• Assignment
Any picture must be dropped, but each line of the data should be duplicated exactly.

Stored data entries:
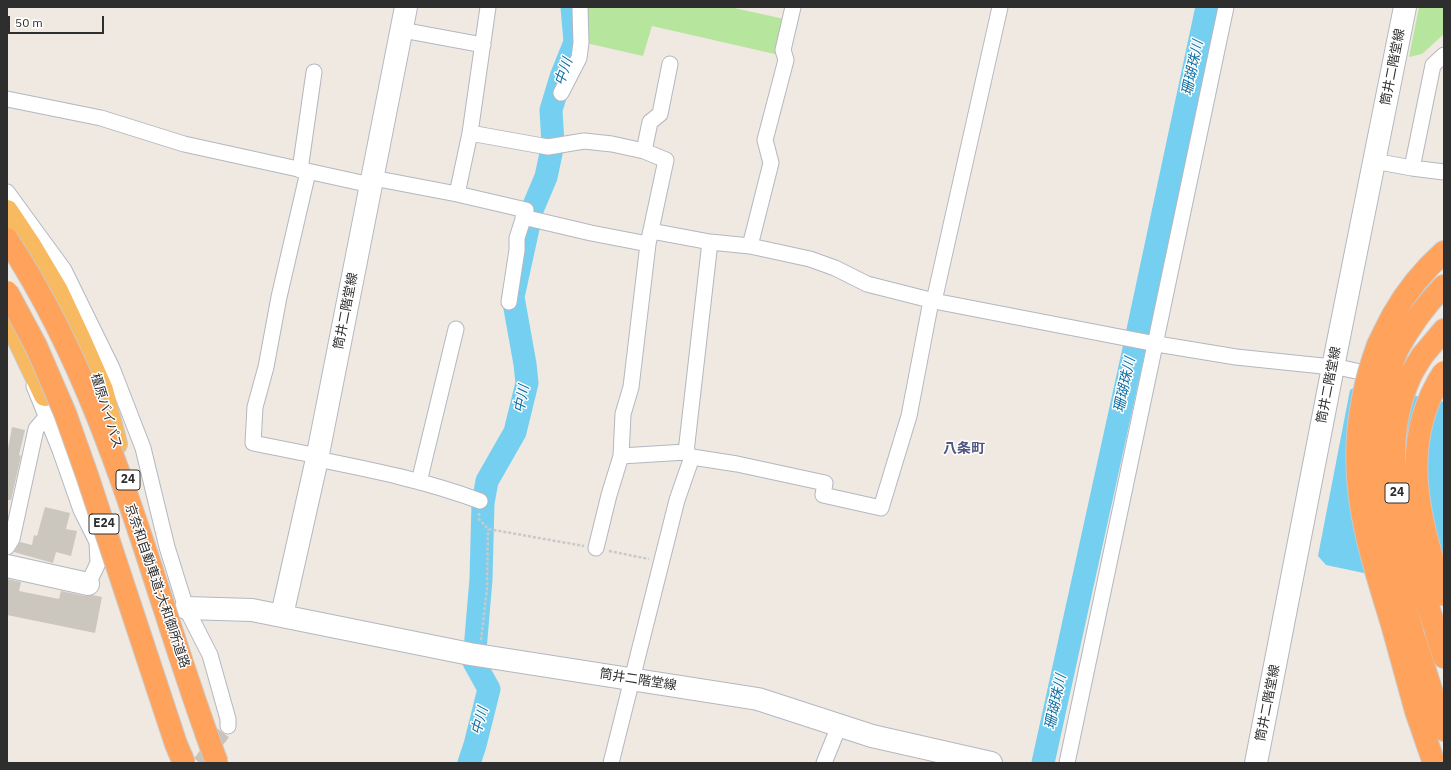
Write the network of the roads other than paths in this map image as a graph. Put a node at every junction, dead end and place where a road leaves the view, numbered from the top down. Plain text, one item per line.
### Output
1 (406, 7) edge
2 (488, 7) edge
3 (580, 7) edge
4 (793, 7) edge
5 (1000, 7) edge
6 (1226, 7) edge
7 (1405, 7) edge
8 (402, 30) junction
9 (483, 45) junction
10 (1444, 55) edge
11 (670, 64) dead end
12 (314, 72) dead end
13 (561, 93) dead end
14 (7, 99) edge
15 (470, 134) junction
16 (644, 151) junction
17 (1374, 161) junction
18 (1412, 168) junction
19 (304, 171) junction
20 (1444, 172) edge
21 (372, 181) junction
22 (7, 192) edge
23 (457, 194) junction
24 (7, 212) edge
25 (529, 218) junction
26 (650, 238) junction
27 (7, 239) edge
28 (710, 242) junction
29 (750, 246) junction
30 (1444, 252) edge
31 (1444, 286) edge
32 (7, 292) edge
33 (933, 301) junction
34 (509, 302) dead end
35 (7, 315) edge
36 (7, 328) edge
37 (456, 329) dead end
38 (1444, 330) edge
39 (1153, 343) junction
40 (1388, 347) junction
41 (1332, 367) junction
42 (1444, 372) edge
43 (1444, 390) edge
44 (46, 417) junction
45 (689, 454) junction
46 (622, 456) junction
47 (317, 458) junction
48 (419, 482) junction
49 (480, 501) dead end
50 (7, 547) edge
51 (596, 548) road end
52 (7, 566) edge
53 (88, 584) joint
54 (1444, 595) edge
55 (186, 608) junction
56 (282, 615) junction
57 (1403, 631) junction
58 (1444, 657) edge
59 (632, 679) junction
60 (228, 726) dead end
61 (839, 726) junction
62 (1444, 730) edge
63 (179, 763) edge
64 (184, 763) edge
65 (214, 763) edge
66 (217, 763) edge
67 (612, 763) edge
68 (824, 763) edge
69 (991, 763) edge
70 (1067, 763) edge
71 (1256, 763) edge
72 (1434, 763) edge

1 - 8 main road, 筒井二階堂線
2 - 9 street
3 - 13 street
4 - 29 street
5 - 33 street
6 - 39 street
7 - 17 main road, 筒井二階堂線
8 - 9 street
8 - 21 main road, 筒井二階堂線
9 - 15 street
10 - 18 street
11 - 16 street
12 - 19 street
14 - 19 street
15 - 16 street
15 - 23 street
16 - 26 street
17 - 18 street
17 - 41 main road, 筒井二階堂線
18 - 20 street
19 - 21 street
19 - 47 street
21 - 23 street
21 - 47 main road, 筒井二階堂線
22 - 55 street
23 - 25 street
24 - 65 highway, 橿原バイパス / 24
25 - 26 street
25 - 34 street
26 - 28 street
26 - 46 street
27 - 66 highway, 京奈和自動車道;大和御所道路 / E24, bridge
28 - 29 street
28 - 45 street
29 - 33 street
30 - 40 highway
31 - 40 highway
32 - 64 highway, E24, bridge
33 - 39 street
33 - 45 street
35 - 63 highway, 24
36 - 44 street
37 - 48 street
38 - 58 highway, 24, bridge
39 - 41 street
39 - 70 street
40 - 57 highway, bridge
41 - 43 street
41 - 71 main road, 筒井二階堂線
42 - 54 highway, bridge
44 - 50 street
44 - 53 street
45 - 46 street
45 - 59 street
46 - 51 street
47 - 48 street
47 - 56 main road, 筒井二階堂線
48 - 49 street
52 - 53 main road
55 - 56 main road, 筒井二階堂線
55 - 60 street
56 - 59 main road, 筒井二階堂線
57 - 62 highway
57 - 72 highway
59 - 61 main road, 筒井二階堂線
59 - 67 street
61 - 68 street
61 - 69 main road, 筒井二階堂線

• Result
Write the network of the roads other than paths in this map image as a graph. Put a node at every junction, dead end and place where a road leaves the view, numbered from the top down. Plain text, one item per line.
### Output
1 (406, 7) edge
2 (488, 7) edge
3 (580, 7) edge
4 (793, 7) edge
5 (1000, 7) edge
6 (1226, 7) edge
7 (1405, 7) edge
8 (402, 30) junction
9 (483, 45) junction
10 (1444, 55) edge
11 (670, 64) dead end
12 (314, 72) dead end
13 (561, 93) dead end
14 (7, 99) edge
15 (470, 134) junction
16 (644, 151) junction
17 (1374, 161) junction
18 (1412, 168) junction
19 (304, 171) junction
20 (1444, 172) edge
21 (372, 181) junction
22 (7, 192) edge
23 (457, 194) junction
24 (7, 212) edge
25 (529, 218) junction
26 (650, 238) junction
27 (7, 239) edge
28 (710, 242) junction
29 (750, 246) junction
30 (1444, 252) edge
31 (1444, 286) edge
32 (7, 292) edge
33 (933, 301) junction
34 (509, 302) dead end
35 (7, 315) edge
36 (7, 328) edge
37 (456, 329) dead end
38 (1444, 330) edge
39 (1153, 343) junction
40 (1388, 347) junction
41 (1332, 367) junction
42 (1444, 372) edge
43 (1444, 390) edge
44 (46, 417) junction
45 (689, 454) junction
46 (622, 456) junction
47 (317, 458) junction
48 (419, 482) junction
49 (480, 501) dead end
50 (7, 547) edge
51 (596, 548) road end
52 (7, 566) edge
53 (88, 584) joint
54 (1444, 595) edge
55 (186, 608) junction
56 (282, 615) junction
57 (1403, 631) junction
58 (1444, 657) edge
59 (632, 679) junction
60 (228, 726) dead end
61 (839, 726) junction
62 (1444, 730) edge
63 (179, 763) edge
64 (184, 763) edge
65 (214, 763) edge
66 (217, 763) edge
67 (612, 763) edge
68 (824, 763) edge
69 (991, 763) edge
70 (1067, 763) edge
71 (1256, 763) edge
72 (1434, 763) edge

1 - 8 main road, 筒井二階堂線
2 - 9 street
3 - 13 street
4 - 29 street
5 - 33 street
6 - 39 street
7 - 17 main road, 筒井二階堂線
8 - 9 street
8 - 21 main road, 筒井二階堂線
9 - 15 street
10 - 18 street
11 - 16 street
12 - 19 street
14 - 19 street
15 - 16 street
15 - 23 street
16 - 26 street
17 - 18 street
17 - 41 main road, 筒井二階堂線
18 - 20 street
19 - 21 street
19 - 47 street
21 - 23 street
21 - 47 main road, 筒井二階堂線
22 - 55 street
23 - 25 street
24 - 65 highway, 橿原バイパス / 24
25 - 26 street
25 - 34 street
26 - 28 street
26 - 46 street
27 - 66 highway, 京奈和自動車道;大和御所道路 / E24, bridge
28 - 29 street
28 - 45 street
29 - 33 street
30 - 40 highway
31 - 40 highway
32 - 64 highway, E24, bridge
33 - 39 street
33 - 45 street
35 - 63 highway, 24
36 - 44 street
37 - 48 street
38 - 58 highway, 24, bridge
39 - 41 street
39 - 70 street
40 - 57 highway, bridge
41 - 43 street
41 - 71 main road, 筒井二階堂線
42 - 54 highway, bridge
44 - 50 street
44 - 53 street
45 - 46 street
45 - 59 street
46 - 51 street
47 - 48 street
47 - 56 main road, 筒井二階堂線
48 - 49 street
52 - 53 main road
55 - 56 main road, 筒井二階堂線
55 - 60 street
56 - 59 main road, 筒井二階堂線
57 - 62 highway
57 - 72 highway
59 - 61 main road, 筒井二階堂線
59 - 67 street
61 - 68 street
61 - 69 main road, 筒井二階堂線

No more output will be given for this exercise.